8. Directory of Distributed Databases
9. Committing data simultaneously to more than one database - 2-Phase Commit
10. Transparent Replication
11. Consistent Distributed Security
12. Management / Ability to manage the environment
13. Manageable Cost Effective Environment
14. Problems with Internet access to databases (Java Bindings)
15. Problems with Transaction Manager interrelationships
16. Database transaction via ORBs
In order to help us analyze these issues and understand what interface areas need to be managed we developed a graphic that shows the various interface points and the services that are involved.
Figure 1
A larger version of the graphic is shown in the Section V. Recommendations / Requirements along with a description. The graphic does NOT show flow or connections but rather relationships between applications, Client, Server and various services in order to make it easier for us to position our discussion of each issue.

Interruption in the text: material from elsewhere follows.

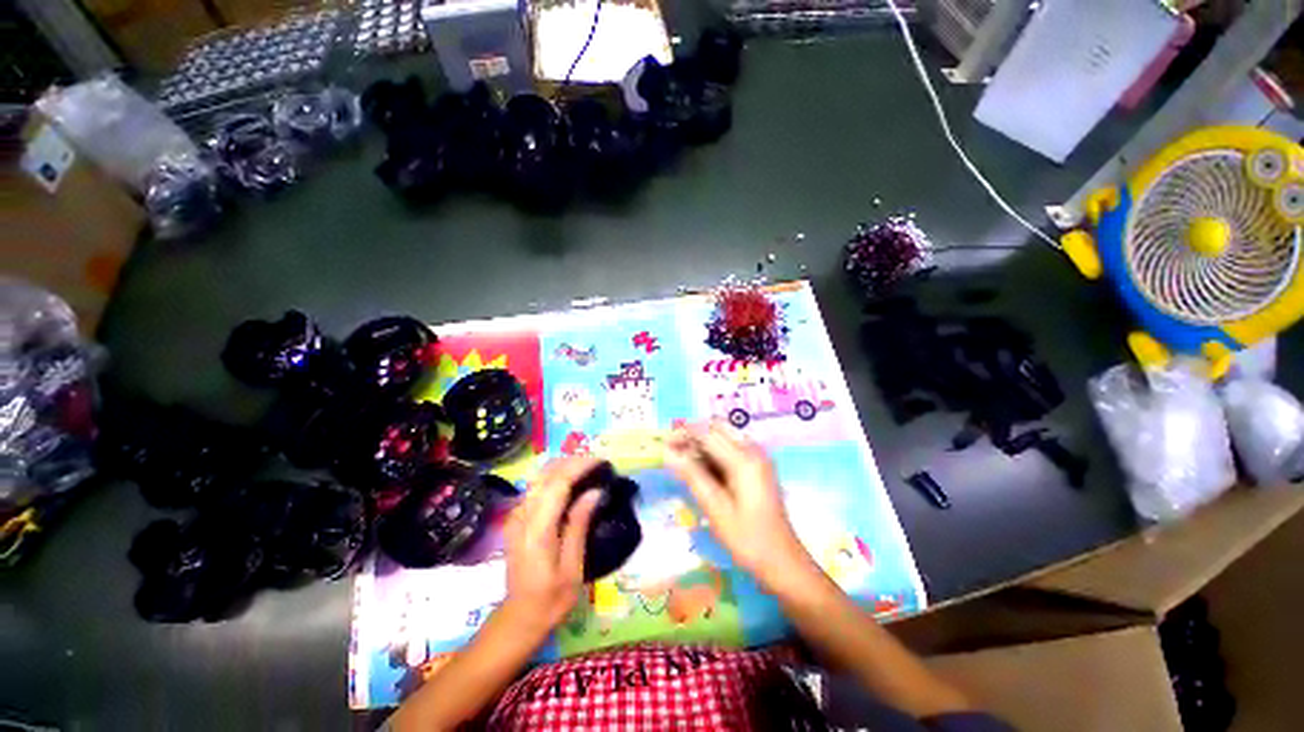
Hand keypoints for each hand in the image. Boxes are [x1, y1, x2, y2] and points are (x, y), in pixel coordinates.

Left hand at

We determined that the relationships fell into two categories: Infrastructure / Connectivity and Service Components. Infrastructure / Connectivity items include SQL API, Database Protocol and Network Protocol. The Services include such things as Directory, Security, Transaction Management, Replication and Management.
As a result, we determined that the requirements for Open Database Access and Interoperability are:
1. Work on the consolidation and branding of the merged ODBC and XCLI should continue.
2. A standardized database protocol for multi-vendor interoperability should be specified.
3. Service specifications and interfaces that improve interoperability and facilitate vendor independence are required.
4. We should have an X/Open DBMS brand that is based on testing.
5. We need a standardized method of defining data replication requirements across heterogeneous servers.
6. The Security and System Management groups need to handle the security and system management issues identified above.
Please read Section V. Recommendations / Requirements to understand these requirements and sub-points included in them. Any focus on a subset of the problem only (e.g. SQL syntax or database access protocol) doesn't eliminate the need for multi-vendor solutions, will not address other semantic differences and will not solve the open database access and interoperability problem. However, unless we solve the Infrastructure / Connectivity issues the Service Components issues can't be solved. They should be solved in parallel and soon.
It should go without saying that whatever is done needs to work with existing standards like X.500, XA, DCE, etc.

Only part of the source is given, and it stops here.